ASCAP pays composers according to a formula based on the amount of play-time for their songs.  That play-time includes things such as bars, and just about anything except humming it in the shower.  On the other end of the cash flow, bars, radio stations, television programs, all pay into ASCAP based on estimates of the size of the audience.  The tricky part is figuring out how much each composer gets paid. That requires a lot of sampling, since your neighborhood bar doesn’t report what songs they’re playing.  That just requires listening to some radio stations and spending time in bars, or getting a few of them to self-report.  The sampling is such that small composers tend to get nothing, because they are below ASCAP’s threshold of statistical significance.  

How do you build a system that is accurate and fair?  How would sampling work for online news, and how would you price membership for participants?  You just can’t get reliable pageview information.  You could ask for it, but it would have to be taken on good-faith, and that’s no way to determine payments.  You can’t even get reliable traffic estimates for a site.  Alexa and Compete.com aren’t accurate enough, and won’t distinguish between a site’s own content and content they’ve taken from elsewhere.  There’s the Nielsen Ratings system, but read the criticisms on their Wikipedia entry before you seriously consider replicating their sampling method.  

One practical system would be to put a callback on every article with an identifier for the site.  That callback reports to the newspaper’s version of ASCAP that the article has been viewed.  Its basically the same as how Google Analytics works.  It can be defeated client-side, by simply blocking the request, but there is no incentive for consumers to do so — it only impacts payments between other parties, and does not interfere with their web experience.  Sampling would not be required, as nearly complete information is available.

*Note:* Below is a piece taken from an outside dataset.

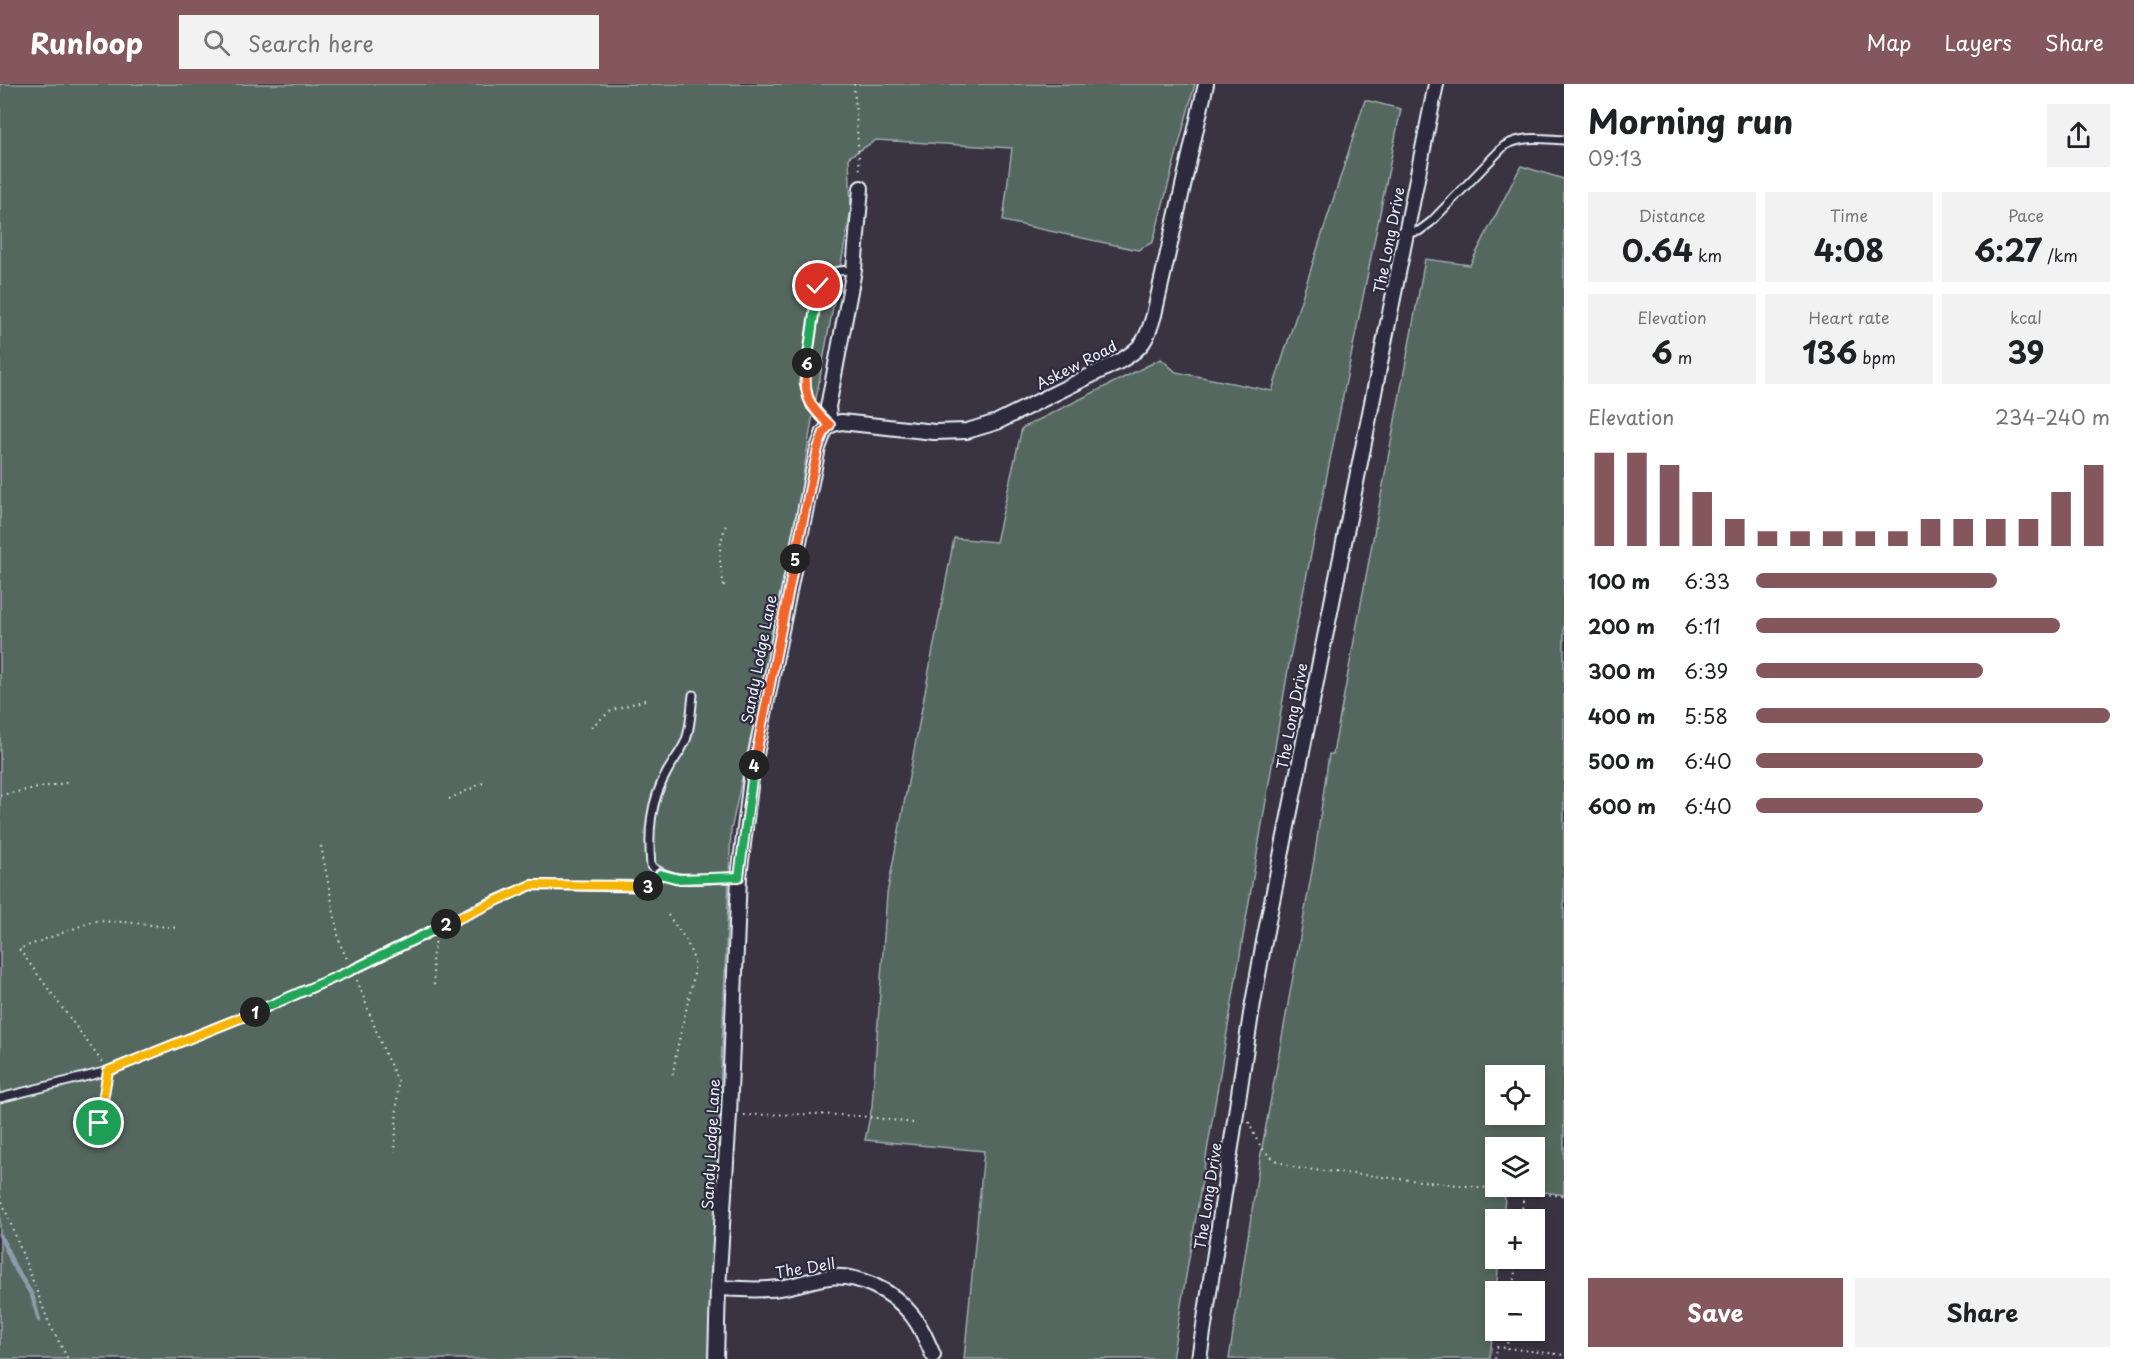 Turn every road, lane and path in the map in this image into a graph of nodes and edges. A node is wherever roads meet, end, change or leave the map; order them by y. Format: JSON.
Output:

There are a few loop-holes.  How would you count full-text RSS feeds?  Triggering the same callback method for every feed request would overcount, and there is no mechanism for triggering callbacks in the reader.  There are many different types of RSS consumers.  Here I think you would make a different callback and discount RSS ingestion based on some agreed-upon factor, say 10%.  One would need to run a study to determine, given a certain number of RSS feed requests, how many result in reading or browsing an article.   What about other devices?  The Amazon Kindle?  Here again, you need a separate type of callback, with its own factor.  API’s?  Easy, just do a callback server-side whenever an article is fed out, but this is less easy to verify.  

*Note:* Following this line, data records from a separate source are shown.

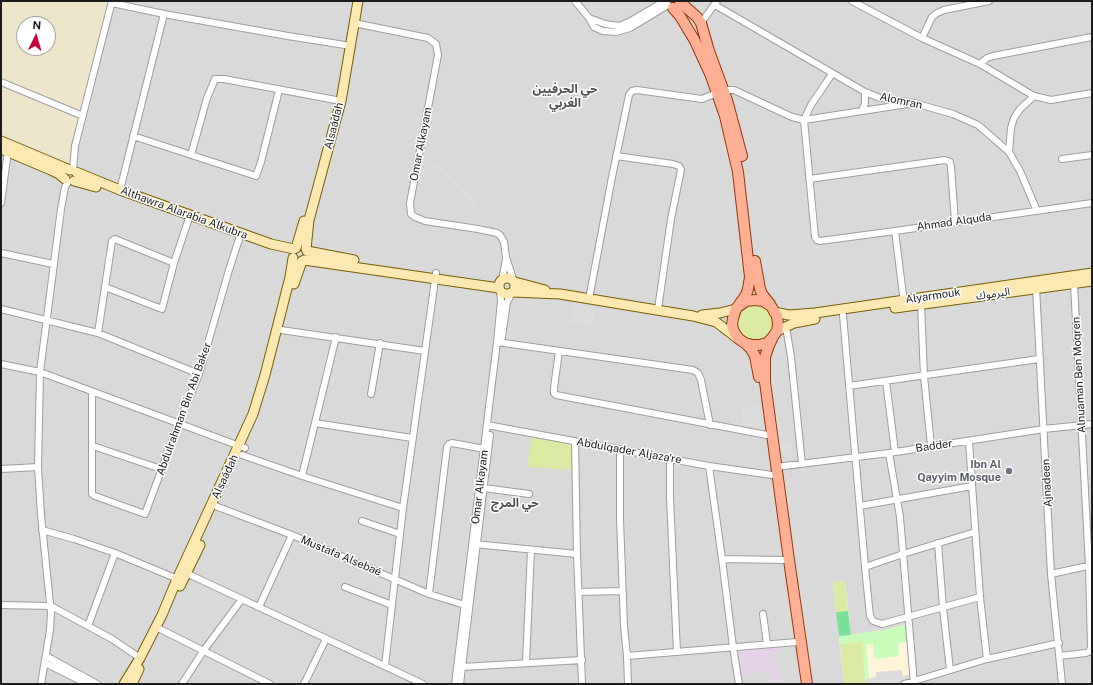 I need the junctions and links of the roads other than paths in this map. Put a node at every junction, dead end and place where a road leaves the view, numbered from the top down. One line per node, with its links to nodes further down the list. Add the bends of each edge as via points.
1 (353, 1): 16 (street, Alsaádah)
2 (358, 1): 12 (street, Alsaádah)
3 (575, 1): 7 (street, via 597,29 608,32 621,32 630,28)
4 (852, 1): 9 (street)
5 (989, 1): 15 (street, via 936,13)
6 (112, 2): 10 (street); 28 (street)
7 (672, 3): 11 (main road); 13 (main road)
8 (716, 3): 11 (street); 18 (street, Alomran)
9 (862, 3): 15 (street)
10 (164, 14): 16 (street); 30 (street)
11 (699, 20): 13 (main road, via 696,29); 21 (main road)
12 (354, 23): 25 (street, Alsaádah); 51 (street, Omar Alkayam, via 428,38 436,44 438,55 410,202 411,214 425,221 497,233 504,242)
13 (686, 25): 21 (main road)
14 (1092, 37): 17 (street, via 993,56)
15 (922, 38): 17 (street)
16 (345, 45): 25 (street, Alsaádah)
17 (980, 64): 24 (street)
18 (832, 74): 22 (street, Alomran); 29 (street)
19 (1, 82): 28 (street)
20 (279, 90): 25 (street); 34 (street, via 215,79); 34 (street, via 256,176)
21 (720, 92): 29 (street, via 738,91 792,117); 36 (street, via 702,99 632,91); 67 (main road, via 735,157 748,254 749,283 746,295); 70 (main road, via 736,129 757,276 762,294)
22 (865, 92): 26 (street, Alomran, via 880,98); 27 (street)
23 (1092, 93): 24 (street, via 1051,100)
24 (1034, 96): 33 (street, via 1014,118)
25 (338, 100): 49 (street, Alsaádah); 50 (street, Alsaádah, via 309,220)
26 (914, 103): 27 (street); 33 (street, Alomran, via 972,122)
27 (862, 110): 29 (street)
28 (83, 116): 38 (street)
29 (804, 120): 39 (street)
30 (133, 136): 34 (street); 40 (street)
31 (1, 141): 38 (street, Althawra Alarabia Alkubra)
32 (4, 150): 38 (street, Althawra Alarabia Alkubra); 41 (street)
33 (1009, 152): 43 (street, Alomran)
34 (191, 155)
35 (1092, 155): 37 (street)
36 (616, 156): 64 (street); 69 (street, via 673,164 681,170)
37 (1062, 159)
38 (71, 176): 40 (street, Althawra Alarabia Alkubra); 44 (street, Althawra Alarabia Alkubra); 53 (street, via 65,187)
39 (809, 179): 45 (street, via 945,160 950,162 951,167); 46 (street, Ahmad Alquda, via 817,240)
40 (120, 190): 44 (street, Althawra Alarabia Alkubra)
41 (1, 203)
42 (1092, 203): 43 (street, Ahmad Alquda)
43 (1037, 210): 45 (street, Ahmad Alquda)
44 (189, 218): 47 (street, Althawra Alarabia Alkubra); 52 (street)
45 (956, 222): 46 (street, Ahmad Alquda)
46 (895, 231): 65 (street)
47 (240, 236): 49 (street, Althawra Alarabia Alkubra); 87 (street, Abdulrahman Bin Abi Baker)
48 (1, 253): 53 (street)
49 (294, 253): 50 (street, via 298,262); 50 (street, via 300,246); 83 (street, Alsaádah)
50 (305, 256): 55 (street); 74 (street, Alsaádah)
51 (506, 257): 56 (street, Omar Alkayam); 59 (street, Omar Alkayam)
52 (174, 263): 61 (street, via 162,309); 61 (street, via 113,240)
53 (53, 264): 73 (street)
54 (1092, 273): 60 (street, Alyarmouk)
55 (436, 276): 59 (street); 81 (street)
56 (514, 280): 59 (street, via 507,278); 62 (street, via 516,287); 63 (street)
57 (1092, 281): 58 (street, اليرموك)
58 (1074, 284): 60 (street, اليرموك); 98 (street, Alnuaman Ben Moqren)
59 (500, 285): 62 (street, via 505,294); 79 (street, Omar Alkayam)
60 (1036, 285): 65 (street, Alyarmouk); 66 (street, اليرموك); 84 (street, Ajnadeen)
61 (105, 287): 76 (street)
62 (513, 293): 63 (street); 79 (street, Omar Alkayam, via 507,302)
63 (560, 294): 64 (street)
64 (589, 299): 69 (street)
65 (904, 303): 66 (street, اليرموك); 70 (street, Alyarmouk, via 803,315 789,315); 71 (street, اليرموك)
66 (921, 304): 88 (street)
67 (738, 308): 70 (main road, via 746,301 755,300 763,301); 72 (street); 78 (main road, via 732,325 734,332)
68 (1, 309): 73 (street)
69 (658, 309): 72 (street)
70 (772, 309): 75 (main road, via 777,316)
71 (842, 315): 75 (street, اليرموك, via 799,321); 90 (street)
72 (693, 316): 78 (street, via 716,322)
73 (45, 320): 76 (street); 86 (street)
74 (281, 330): 77 (street); 83 (street, Alsaádah)
75 (778, 332): 78 (main road, via 767,343 760,345 752,346); 112 (street, via 791,357); 117 (main road, via 765,357 764,375)
76 (98, 333): 87 (street)
77 (336, 337): 80 (street); 94 (street)
78 (742, 341): 100 (main road, via 754,353 757,362)
79 (499, 342): 82 (street); 97 (street, Omar Alkayam)
80 (380, 344): 81 (street); 92 (street)
81 (425, 351): 101 (street)
82 (559, 351): 96 (street, via 693,370 698,373 701,380); 96 (street, via 554,388 556,395)
83 (272, 354): 107 (street, Alsaádah)
84 (1039, 359): 88 (street); 99 (street, Ajnadeen)
85 (1, 364): 86 (street)
86 (40, 372): 91 (street); 114 (street)
87 (199, 374): 93 (street, Abdulrahman Bin Abi Baker)
88 (924, 376): 89 (street); 105 (street)
89 (886, 381): 90 (street); 109 (street)
90 (849, 386): 110 (street)
91 (92, 392): 93 (street); 104 (street)
92 (371, 394)
93 (178, 423): 107 (street); 116 (street, Abdulrahman Bin Abi Baker)
94 (316, 423): 101 (street); 118 (street)
95 (1092, 424): 98 (street, Badder)
96 (710, 425): 100 (street)
97 (489, 426): 102 (street, Abdulqader Aljaza're); 106 (street, Omar Alkayam); 120 (street, Omar Alkayam)
98 (1081, 426): 99 (street, Badder); 139 (street, Alnuaman Ben Moqren)
99 (1044, 429): 103 (street, Badder); 141 (street, Ajnadeen)
100 (767, 435): 117 (main road)
101 (412, 438): 125 (street)
102 (575, 442): 108 (street, Abdulqader Aljaza're); 135 (street)
103 (969, 442): 105 (street, Badder); 119 (street)
104 (93, 446): 116 (street); 116 (street, Abdulrahman Bin Abi Baker, via 93,495 145,514)
105 (931, 446): 109 (street, Badder)
106 (484, 448): 132 (street, Omar Alkayam); 147 (street, via 452,443 447,447)
107 (242, 449): 118 (street); 123 (street, Alsaádah)
108 (620, 450): 111 (street, Abdulqader Aljaza're); 145 (street)
109 (892, 453): 110 (street, Badder); 122 (street)
110 (855, 457): 112 (street, Badder); 124 (street)
111 (670, 458): 113 (street, Abdulqader Aljaza're); 166 (street)
112 (802, 464): 117 (street, Badder)
113 (709, 466): 117 (street, Abdulqader Aljaza're); 137 (street)
114 (38, 467): 115 (street); 127 (street)
115 (1, 469)
116 (161, 469)
117 (774, 471): 138 (main road); 193 (main road)
118 (302, 476): 125 (street)
119 (972, 486): 122 (street); 128 (street)
120 (484, 488): 121 (street); 132 (street, Omar Alkayam)
121 (529, 494)
122 (897, 500): 124 (street); 136 (street)
123 (215, 506): 130 (street, Mustafa Alsebaé); 142 (street, Alsaádah)
124 (860, 506): 140 (street)
125 (402, 508): 129 (street)
126 (362, 521): 129 (street)
127 (42, 530): 134 (street); 152 (street)
128 (975, 532): 131 (street); 148 (street)
129 (400, 534): 143 (street)
130 (292, 535): 143 (street, Mustafa Alsebaé); 154 (street)
131 (938, 543): 136 (street); 155 (street)
132 (475, 544): 133 (street); 153 (street, Omar Alkayam)
133 (531, 550): 135 (street); 173 (street)
134 (115, 553): 142 (street); 158 (street)
135 (577, 554): 146 (street)
136 (903, 554): 140 (street); 157 (street)
137 (722, 559): 138 (street); 164 (street)
138 (784, 560): 161 (main road)
139 (1091, 566): 141 (street); 168 (street, Alnuaman Ben Moqren, via 1091,647 1086,653)
140 (865, 567): 157 (street, via 869,609 873,621 882,624)
141 (1051, 574): 162 (street, Ajnadeen)
142 (182, 576): 149 (street); 159 (street, Alsaádah); 169 (street, Alsaádah)
143 (395, 580): 147 (street, Mustafa Alsebaé); 151 (street)
144 (345, 587): 151 (street)
145 (622, 591): 146 (street); 167 (street)
146 (579, 592): 172 (street)
147 (429, 594): 153 (street, Mustafa Alsebaé)
148 (980, 597): 155 (street); 170 (street)
149 (242, 599): 154 (street); 165 (street)
150 (1, 605): 152 (street)
151 (392, 605): 174 (street)
152 (50, 606): 158 (street); 171 (street, via 50,630)
153 (468, 606): 175 (street, Omar Alkayam); 187 (street, Omar Alkayam)
154 (259, 607): 160 (street)
155 (943, 608): 157 (street); 176 (street)
156 (762, 614): 163 (street)
157 (908, 618): 177 (street)
158 (88, 626): 169 (street)
159 (160, 629): 165 (street); 182 (street, Alsaádah)
160 (326, 639): 174 (street); 185 (street)
161 (796, 642): 163 (street); 192 (main road)
162 (1059, 643): 168 (street, Ajnadeen); 170 (street)
163 (767, 644): 164 (street)
164 (732, 647): 166 (street); 191 (street)
165 (204, 650): 183 (street); 184 (street)
166 (677, 652): 167 (street)
167 (627, 656): 190 (street)
168 (1060, 656): 195 (street, Ajnadeen)
169 (140, 658): 181 (street, Alsaádah)
170 (987, 659): 176 (street)
171 (45, 660): 178 (street); 179 (street); 180 (street)
172 (582, 660): 173 (street); 189 (street)
173 (526, 663): 175 (street)
174 (385, 666): 186 (street)
175 (462, 667): 188 (street, Omar Alkayam)
176 (950, 670): 177 (street)
177 (914, 682): 194 (street)
178 (41, 684)
179 (87, 684)
180 (97, 684)
181 (124, 684)
182 (132, 684)
183 (182, 684)
184 (270, 684)
185 (304, 684)
186 (423, 684)
187 (455, 684)
188 (460, 684)
189 (582, 684)
190 (628, 684)
191 (739, 684)
192 (803, 684)
193 (808, 684)
194 (904, 684)
195 (1062, 684)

The newspaper version of ASCAP also needs verifiability.  This is relatively easy.   Sites can be crawled, and the presence of a client-side callback function verified.  In the same way, you can look at the source of any web page and determine whether they are using Google Analytics — the javascript code is in plain view.  For API’s and RSS feeds, its not as easy to verify.  However one can do a simple statistical analysis using a method similar to how lock-in amplifiers are used to extract signals in the presence of even very high noise (other users).  Make RSS or API calls yourself with some fixed modulation, at a level far below their overall usage.  That it can be so far below is the magic of the lock-in amp.  Confirm the presence of the same signal in the callbacks you receive.  Its relatively easy to implement, and the statistics are bomb-proof.  Do it randomly, and relatively infrequently, to verify compliance.  For full-text RSS and API methods of delivery, you’ll need to warn partipants to make the server-side callback within a second of the request, and not cache that request.  Yes, its being a bit anal, but just the presence of a verification mechanism will keep everyone in line. 

With all of that readership data in hand, you can both accurately bill participants in the system, and accurately pay content owners.  It doesn’t have the sampling issues of ASCAP that tend to short-change smaller contributors.  You could even bill based on actual usage, instead of signing a contract upfront and calculating fees with an obscure formula, as ASCAP does.  

In short, this system seems to have some promise, and might in fact work.  Its accurate, easy to implement, and fair to all content owners and consumers.